**Problem details**
Copy every line of the listing that holds the string "graph".

**Data shown**
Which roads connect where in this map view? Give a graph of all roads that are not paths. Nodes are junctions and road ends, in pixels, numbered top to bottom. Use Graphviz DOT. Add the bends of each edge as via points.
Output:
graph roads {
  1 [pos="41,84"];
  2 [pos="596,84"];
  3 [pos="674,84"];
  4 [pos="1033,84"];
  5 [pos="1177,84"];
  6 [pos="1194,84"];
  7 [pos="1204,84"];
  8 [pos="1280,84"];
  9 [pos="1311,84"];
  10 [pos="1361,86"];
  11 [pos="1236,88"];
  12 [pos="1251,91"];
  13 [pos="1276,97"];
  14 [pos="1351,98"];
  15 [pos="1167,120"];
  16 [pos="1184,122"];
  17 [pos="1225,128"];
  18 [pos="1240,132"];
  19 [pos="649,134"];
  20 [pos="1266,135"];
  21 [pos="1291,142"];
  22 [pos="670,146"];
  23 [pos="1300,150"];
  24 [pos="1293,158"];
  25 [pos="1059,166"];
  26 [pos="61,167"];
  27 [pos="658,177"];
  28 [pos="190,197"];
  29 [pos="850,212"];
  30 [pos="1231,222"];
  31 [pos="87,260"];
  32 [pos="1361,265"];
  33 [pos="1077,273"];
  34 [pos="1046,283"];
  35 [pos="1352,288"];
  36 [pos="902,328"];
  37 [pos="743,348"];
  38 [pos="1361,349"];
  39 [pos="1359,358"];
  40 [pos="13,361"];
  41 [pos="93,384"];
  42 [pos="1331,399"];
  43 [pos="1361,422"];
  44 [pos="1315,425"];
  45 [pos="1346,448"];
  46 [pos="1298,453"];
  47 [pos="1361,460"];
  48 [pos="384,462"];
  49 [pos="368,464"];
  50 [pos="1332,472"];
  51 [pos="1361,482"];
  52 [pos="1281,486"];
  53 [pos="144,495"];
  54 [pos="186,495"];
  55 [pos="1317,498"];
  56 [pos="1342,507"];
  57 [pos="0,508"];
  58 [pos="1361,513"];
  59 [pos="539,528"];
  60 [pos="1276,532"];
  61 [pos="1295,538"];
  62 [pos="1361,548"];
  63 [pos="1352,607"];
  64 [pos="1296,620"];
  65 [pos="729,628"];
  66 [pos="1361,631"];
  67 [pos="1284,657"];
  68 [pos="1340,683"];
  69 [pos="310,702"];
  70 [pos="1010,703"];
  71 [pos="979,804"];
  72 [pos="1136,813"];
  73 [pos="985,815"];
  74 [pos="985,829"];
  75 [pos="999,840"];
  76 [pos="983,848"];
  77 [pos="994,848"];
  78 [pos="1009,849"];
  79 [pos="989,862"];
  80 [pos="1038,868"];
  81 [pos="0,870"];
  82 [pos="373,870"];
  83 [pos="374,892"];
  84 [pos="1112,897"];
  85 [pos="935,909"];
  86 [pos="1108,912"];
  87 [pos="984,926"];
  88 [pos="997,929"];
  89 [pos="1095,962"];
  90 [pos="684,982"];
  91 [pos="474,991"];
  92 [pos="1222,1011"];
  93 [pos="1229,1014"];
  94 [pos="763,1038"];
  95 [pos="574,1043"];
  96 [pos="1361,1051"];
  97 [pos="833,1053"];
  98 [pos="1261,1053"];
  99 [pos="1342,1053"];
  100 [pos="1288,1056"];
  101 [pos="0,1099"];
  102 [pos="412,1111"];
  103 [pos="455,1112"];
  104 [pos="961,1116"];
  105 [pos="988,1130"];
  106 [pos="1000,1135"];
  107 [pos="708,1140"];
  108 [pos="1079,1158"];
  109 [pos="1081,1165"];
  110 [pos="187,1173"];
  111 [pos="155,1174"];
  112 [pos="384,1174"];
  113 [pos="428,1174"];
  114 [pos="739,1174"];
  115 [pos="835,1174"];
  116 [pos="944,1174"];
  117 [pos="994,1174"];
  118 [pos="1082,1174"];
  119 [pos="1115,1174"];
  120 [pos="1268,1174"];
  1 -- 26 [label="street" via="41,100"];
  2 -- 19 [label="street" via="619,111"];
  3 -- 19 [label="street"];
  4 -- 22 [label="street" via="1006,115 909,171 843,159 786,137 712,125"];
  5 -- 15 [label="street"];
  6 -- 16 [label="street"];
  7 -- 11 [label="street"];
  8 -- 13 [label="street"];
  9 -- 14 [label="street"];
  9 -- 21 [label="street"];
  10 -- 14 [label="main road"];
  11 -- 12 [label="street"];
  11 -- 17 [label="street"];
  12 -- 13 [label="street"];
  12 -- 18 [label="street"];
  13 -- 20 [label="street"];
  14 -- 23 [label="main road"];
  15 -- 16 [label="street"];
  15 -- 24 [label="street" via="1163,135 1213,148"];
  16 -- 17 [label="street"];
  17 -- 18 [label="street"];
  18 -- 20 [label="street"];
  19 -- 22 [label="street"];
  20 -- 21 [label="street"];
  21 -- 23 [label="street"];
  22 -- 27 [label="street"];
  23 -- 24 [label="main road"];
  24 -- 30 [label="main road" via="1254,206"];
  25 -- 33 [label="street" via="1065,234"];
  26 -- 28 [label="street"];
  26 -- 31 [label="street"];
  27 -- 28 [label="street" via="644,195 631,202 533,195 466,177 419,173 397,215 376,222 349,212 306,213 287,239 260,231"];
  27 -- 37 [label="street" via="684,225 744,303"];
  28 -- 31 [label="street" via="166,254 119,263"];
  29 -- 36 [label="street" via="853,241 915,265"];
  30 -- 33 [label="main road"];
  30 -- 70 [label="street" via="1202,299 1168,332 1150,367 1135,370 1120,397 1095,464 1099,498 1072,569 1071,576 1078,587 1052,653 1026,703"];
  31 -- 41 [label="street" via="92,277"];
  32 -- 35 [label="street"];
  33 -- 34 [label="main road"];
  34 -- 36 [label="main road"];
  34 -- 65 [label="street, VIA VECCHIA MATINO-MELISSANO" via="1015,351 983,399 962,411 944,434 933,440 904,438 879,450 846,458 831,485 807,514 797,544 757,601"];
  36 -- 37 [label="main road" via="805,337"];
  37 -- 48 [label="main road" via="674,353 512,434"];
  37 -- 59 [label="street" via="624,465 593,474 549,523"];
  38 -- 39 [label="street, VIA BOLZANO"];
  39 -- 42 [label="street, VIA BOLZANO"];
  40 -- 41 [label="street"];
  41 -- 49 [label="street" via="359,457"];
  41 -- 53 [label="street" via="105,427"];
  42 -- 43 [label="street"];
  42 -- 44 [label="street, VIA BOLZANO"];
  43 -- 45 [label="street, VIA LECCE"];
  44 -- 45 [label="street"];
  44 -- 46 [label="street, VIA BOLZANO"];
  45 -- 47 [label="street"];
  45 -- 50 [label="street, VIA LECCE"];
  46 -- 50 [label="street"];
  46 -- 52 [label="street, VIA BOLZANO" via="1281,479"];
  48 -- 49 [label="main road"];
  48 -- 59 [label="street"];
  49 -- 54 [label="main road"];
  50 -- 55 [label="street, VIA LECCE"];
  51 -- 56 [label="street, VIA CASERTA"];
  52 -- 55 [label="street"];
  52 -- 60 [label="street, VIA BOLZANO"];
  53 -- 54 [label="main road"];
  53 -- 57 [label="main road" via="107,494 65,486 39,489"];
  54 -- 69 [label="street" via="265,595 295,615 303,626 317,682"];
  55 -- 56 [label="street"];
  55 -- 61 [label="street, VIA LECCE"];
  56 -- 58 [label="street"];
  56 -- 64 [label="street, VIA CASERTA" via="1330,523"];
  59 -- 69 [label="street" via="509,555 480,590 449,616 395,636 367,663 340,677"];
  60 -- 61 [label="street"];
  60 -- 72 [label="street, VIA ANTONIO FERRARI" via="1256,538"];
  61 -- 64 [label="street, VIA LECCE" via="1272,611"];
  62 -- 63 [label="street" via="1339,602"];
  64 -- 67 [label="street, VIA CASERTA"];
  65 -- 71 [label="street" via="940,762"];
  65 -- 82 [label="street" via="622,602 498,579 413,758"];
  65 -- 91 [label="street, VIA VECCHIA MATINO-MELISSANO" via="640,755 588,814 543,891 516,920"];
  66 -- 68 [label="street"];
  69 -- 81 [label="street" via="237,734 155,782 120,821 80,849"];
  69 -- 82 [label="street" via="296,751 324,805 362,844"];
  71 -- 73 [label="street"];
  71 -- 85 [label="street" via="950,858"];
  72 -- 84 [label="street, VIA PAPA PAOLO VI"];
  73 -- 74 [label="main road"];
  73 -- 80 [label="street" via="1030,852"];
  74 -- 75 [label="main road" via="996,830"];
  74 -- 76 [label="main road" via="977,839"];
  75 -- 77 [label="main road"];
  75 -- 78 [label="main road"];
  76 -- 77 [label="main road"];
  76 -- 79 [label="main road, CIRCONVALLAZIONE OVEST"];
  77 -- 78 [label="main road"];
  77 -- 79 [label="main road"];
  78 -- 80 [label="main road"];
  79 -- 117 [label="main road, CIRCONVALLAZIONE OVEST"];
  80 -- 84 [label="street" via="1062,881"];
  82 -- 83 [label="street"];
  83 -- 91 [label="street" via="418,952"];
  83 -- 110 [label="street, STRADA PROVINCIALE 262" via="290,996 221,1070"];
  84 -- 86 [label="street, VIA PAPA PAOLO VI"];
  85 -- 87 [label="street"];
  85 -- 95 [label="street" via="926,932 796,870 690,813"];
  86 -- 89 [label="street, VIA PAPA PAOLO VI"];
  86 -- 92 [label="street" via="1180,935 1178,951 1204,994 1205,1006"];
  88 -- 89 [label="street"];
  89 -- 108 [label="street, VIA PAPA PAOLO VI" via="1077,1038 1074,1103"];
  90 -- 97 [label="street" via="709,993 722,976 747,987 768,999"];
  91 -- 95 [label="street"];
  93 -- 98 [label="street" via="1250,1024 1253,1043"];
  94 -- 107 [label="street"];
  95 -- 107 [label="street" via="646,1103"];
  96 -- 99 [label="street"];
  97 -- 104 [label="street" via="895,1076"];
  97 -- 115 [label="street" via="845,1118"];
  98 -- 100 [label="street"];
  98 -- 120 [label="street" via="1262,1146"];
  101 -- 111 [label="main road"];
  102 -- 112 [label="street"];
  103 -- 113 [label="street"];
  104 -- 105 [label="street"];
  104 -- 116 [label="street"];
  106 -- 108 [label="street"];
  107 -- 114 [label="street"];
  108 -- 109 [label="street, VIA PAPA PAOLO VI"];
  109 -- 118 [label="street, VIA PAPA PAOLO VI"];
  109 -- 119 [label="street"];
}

**Output below**
Which roads connect where in this map view? Give a graph of all roads that are not paths. Nodes are junctions and road ends, in pixels, numbered top to bottom. Use Graphviz DOT. Add the bends of each edge as via points.
graph roads {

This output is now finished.